Thursday, October 20, 2005

Specters

From a Moving Train

Being a college student brings with it a number of freedoms. Such freedoms, however, often find their boundaries in the form of severe economic limitation, you know…being broke. Such a predicament lands the university Young in the nervous space between Urban Professional and Urban Poor. We may dress in J Crew and pretend that our PDA fiddling is really important, but our cheque books and ATM cards are not replenished nearly as well as our white collar buddies. In fact, in your average working week, the Spanish-speaking lady behind the counter has added more to the national GDP than most of us. And so it is that somewhere along the short-track to the chunky paycheck and all the right professional circles, the DC student reluctantly meets the backroom crowd behind the show-curtains of the city.

A casual visitor might be slightly curious as to why her late-night fellow train-carriage passengers look so very different compared to those power-stepping suits she spent the day people-watching with fascination. But more often than now, she won’t be. Rather, she’ll dismiss their weary, furrowed brows for that of TV President Martin Sheen on “West Wing” marathons back at her room. Or for the picture of the Capitol building which caught the pigeon, just as it flew off!, offering a satisfying action shot for her amateur flickr album her friends will eye at work. Nobody takes pictures on the metro. That is, except for artsy blurred shots of the approaching train, or when “I was, like…sooo wasted.” And yet the metro is perhaps the last remaining major point of contact between the owner class and the owner-servicing. These are the specters Marx once wrote of, haunting the City of Grey Suits through long graveyard shifts and bleary-eyed commutes.

It’s always struck me as ironic how people bicker about what’s going on “over there” (by which I mean on CNN), and how the Bruckheimer school of movie-making always involves protagonists resolving their problems by making the big, aerial-pan-over the-Capitol shot –worthy trip to DC. All the while, the majority of Washingtonians: Black, struggling, neglected – remain essentially invisible to the world at large. While streams of well maintained, over-committed professionals enter the Northwest quadrant between mid-morning and have fled for the comforts of over-priced condominiums by six, this hidden service class operate on a less traditional schedule.
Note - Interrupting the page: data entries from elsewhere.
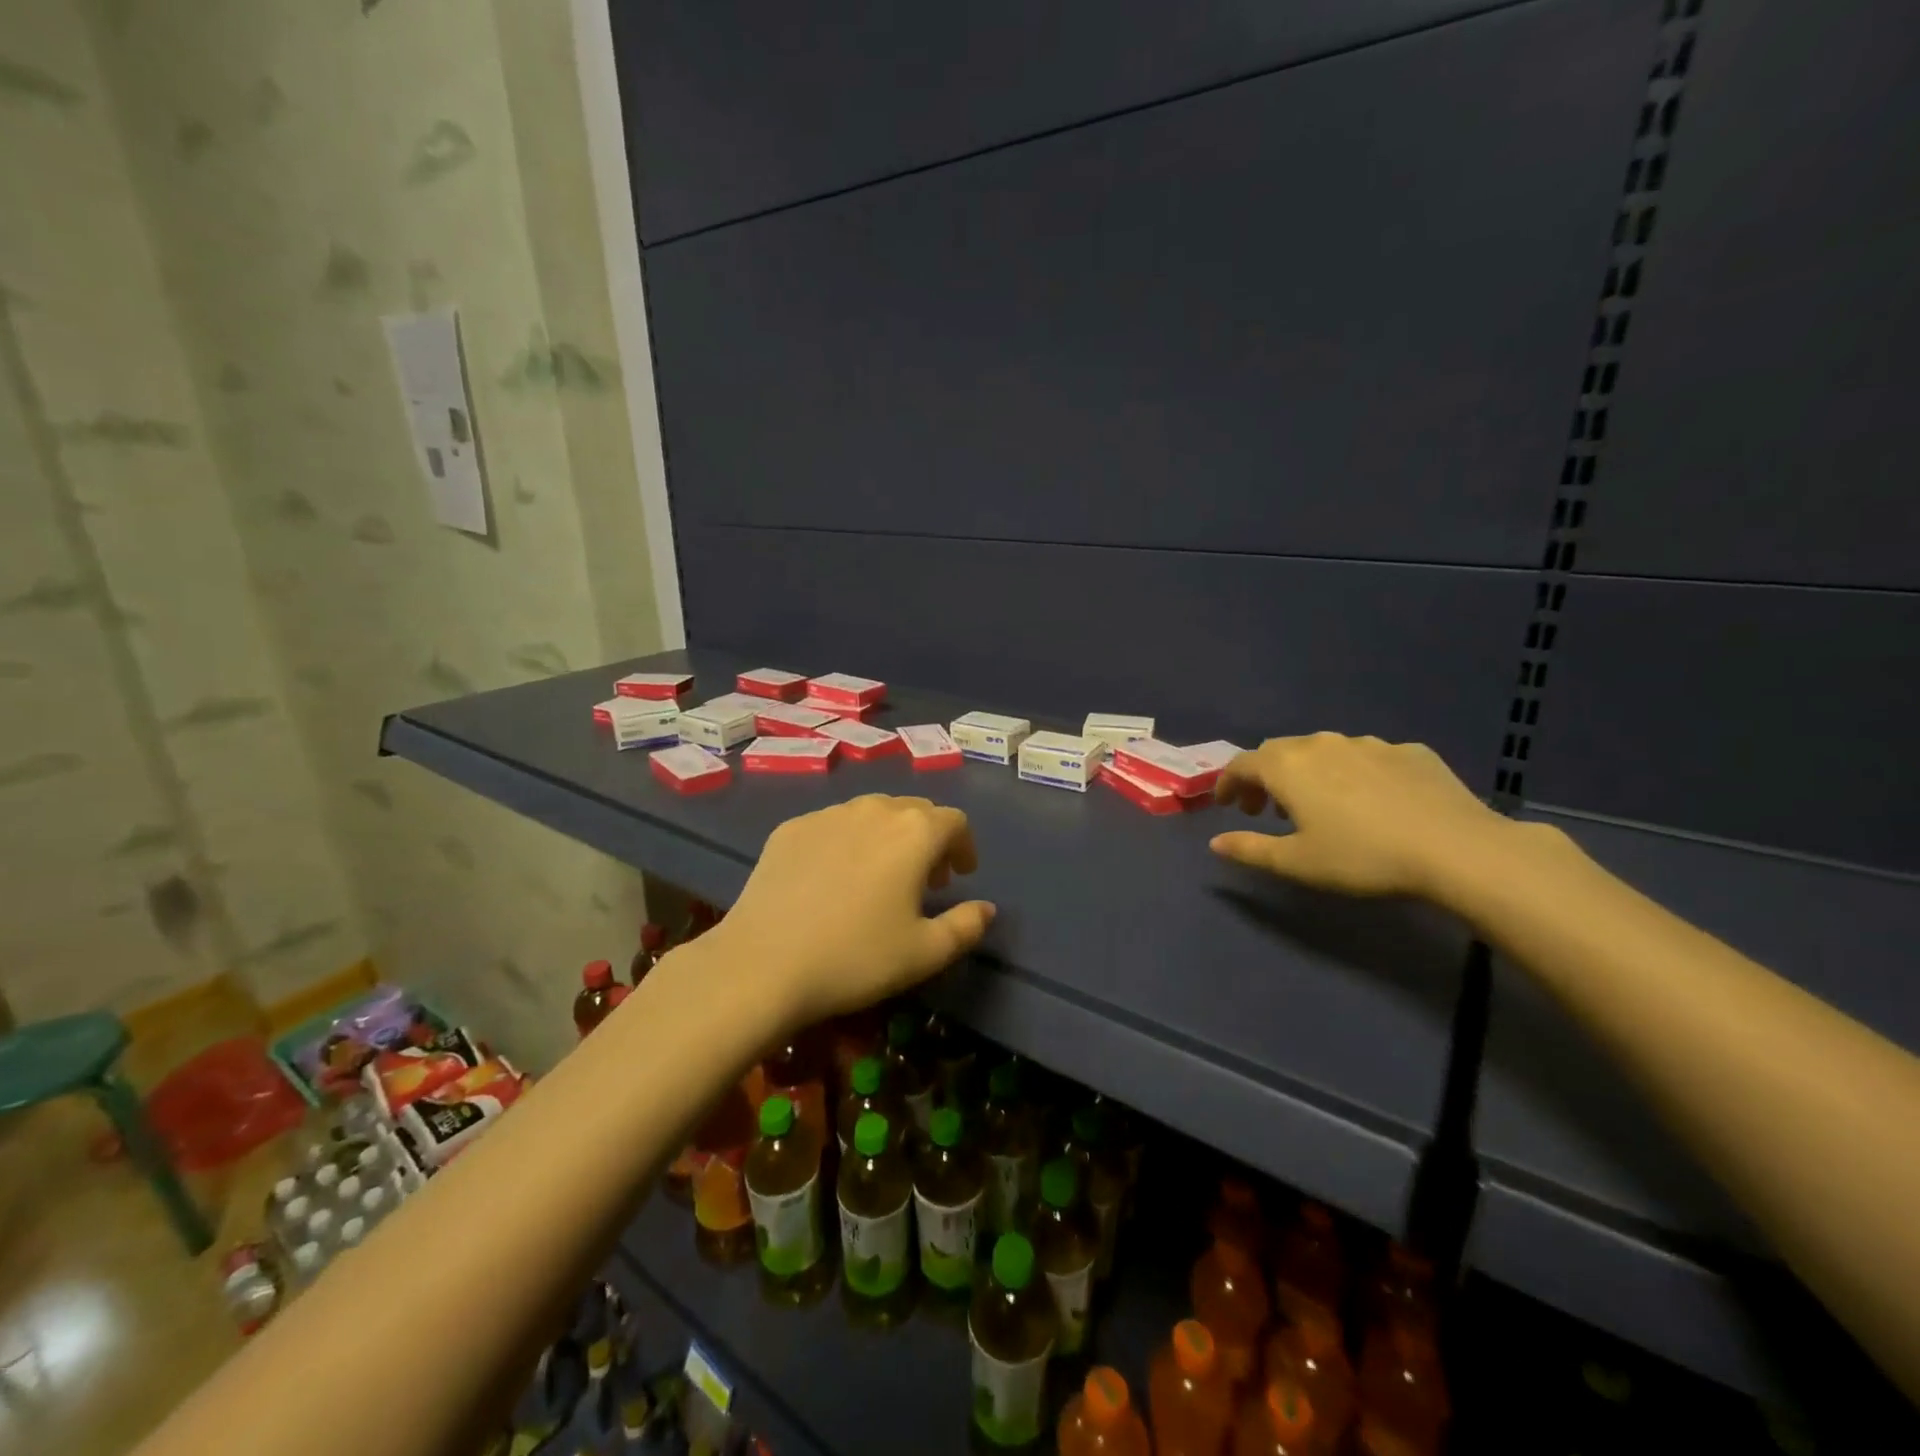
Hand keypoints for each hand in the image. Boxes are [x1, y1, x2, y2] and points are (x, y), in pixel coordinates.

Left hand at [701, 795, 994, 1029]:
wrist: (762, 964)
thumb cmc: (856, 958)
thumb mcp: (925, 953)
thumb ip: (966, 925)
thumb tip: (986, 908)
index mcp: (914, 832)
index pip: (954, 821)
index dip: (964, 846)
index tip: (960, 875)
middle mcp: (873, 809)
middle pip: (914, 811)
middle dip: (928, 839)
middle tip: (926, 878)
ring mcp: (827, 814)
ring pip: (872, 813)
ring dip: (888, 837)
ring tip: (880, 876)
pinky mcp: (790, 828)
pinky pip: (833, 825)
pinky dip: (847, 842)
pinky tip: (833, 879)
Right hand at [1209, 733, 1508, 898]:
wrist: (1456, 849)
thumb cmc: (1362, 857)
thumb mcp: (1297, 863)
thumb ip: (1250, 849)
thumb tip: (1215, 842)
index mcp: (1288, 767)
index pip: (1242, 763)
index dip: (1227, 782)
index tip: (1226, 804)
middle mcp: (1322, 743)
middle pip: (1279, 751)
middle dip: (1264, 777)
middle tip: (1265, 808)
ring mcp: (1369, 744)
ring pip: (1323, 750)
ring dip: (1308, 773)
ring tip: (1317, 805)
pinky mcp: (1409, 751)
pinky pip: (1367, 757)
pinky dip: (1353, 773)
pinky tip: (1370, 800)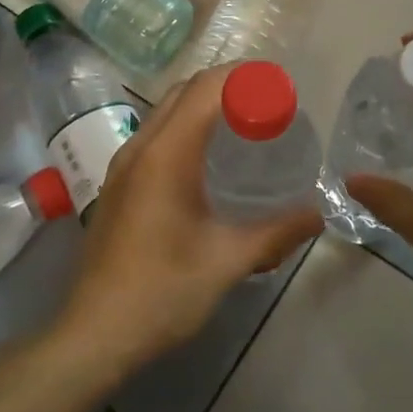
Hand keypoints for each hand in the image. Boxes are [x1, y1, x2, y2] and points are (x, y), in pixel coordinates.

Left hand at [51, 67, 321, 381]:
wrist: (94, 334)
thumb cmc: (162, 292)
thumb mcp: (227, 261)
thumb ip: (277, 232)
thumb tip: (317, 214)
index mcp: (165, 155)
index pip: (204, 89)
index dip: (243, 77)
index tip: (279, 86)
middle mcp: (139, 149)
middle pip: (183, 92)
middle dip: (226, 86)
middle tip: (268, 103)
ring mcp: (122, 167)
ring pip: (165, 113)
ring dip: (203, 106)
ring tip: (244, 125)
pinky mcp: (118, 186)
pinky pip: (155, 137)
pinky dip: (186, 129)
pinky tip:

If one pays close enough attention, the soul of the DC specter reveals itself on weekday evenings, becoming increasingly tangible as the period between trains lengthens. For 12-minute spans, it is present, if still largely hidden, as if the quiet giant of power-wielding Washington, whom almost all of them serve, may suddenly turn angry. At 16 minutes, the specter fleshes out, and at 20 minutes plus, it’s unveiled in the dangerous open, letting down its ever-present guard as midnight approaches. Scanning the carriage, one begins to see further into the wells of despondent, vacant eyes, normally so closed off and resilient. We see through ragged uniforms and unwashed faced, into the struggles of the silenced.

One look is a window into a world many of us have never known. There are 70-hour weeks, children with worrisomely weak immune systems, drug-infestations and incarceration. In two laborer’s eyes I taste the hollow hunger of economic pittance. They eye other passengers with a gaze filled with a thousand moments of glass ceiling taps, heard by no one, from phone calls home to tumultuous Salvadoran towns, they whistle the tune of millions of fringe-dwelling star-chasers.

They depart at their inner-suburb stations, flickering images becoming transparent once more. Before tomorrow’s rush, other shadows shall slide slowly through the aisles of each carriage, mopping spills, trashing newspapers.

And as daylight breaks, they rise with their demons already descending upon their shoulders, to greet another toil-filled day in the shadows of the visible.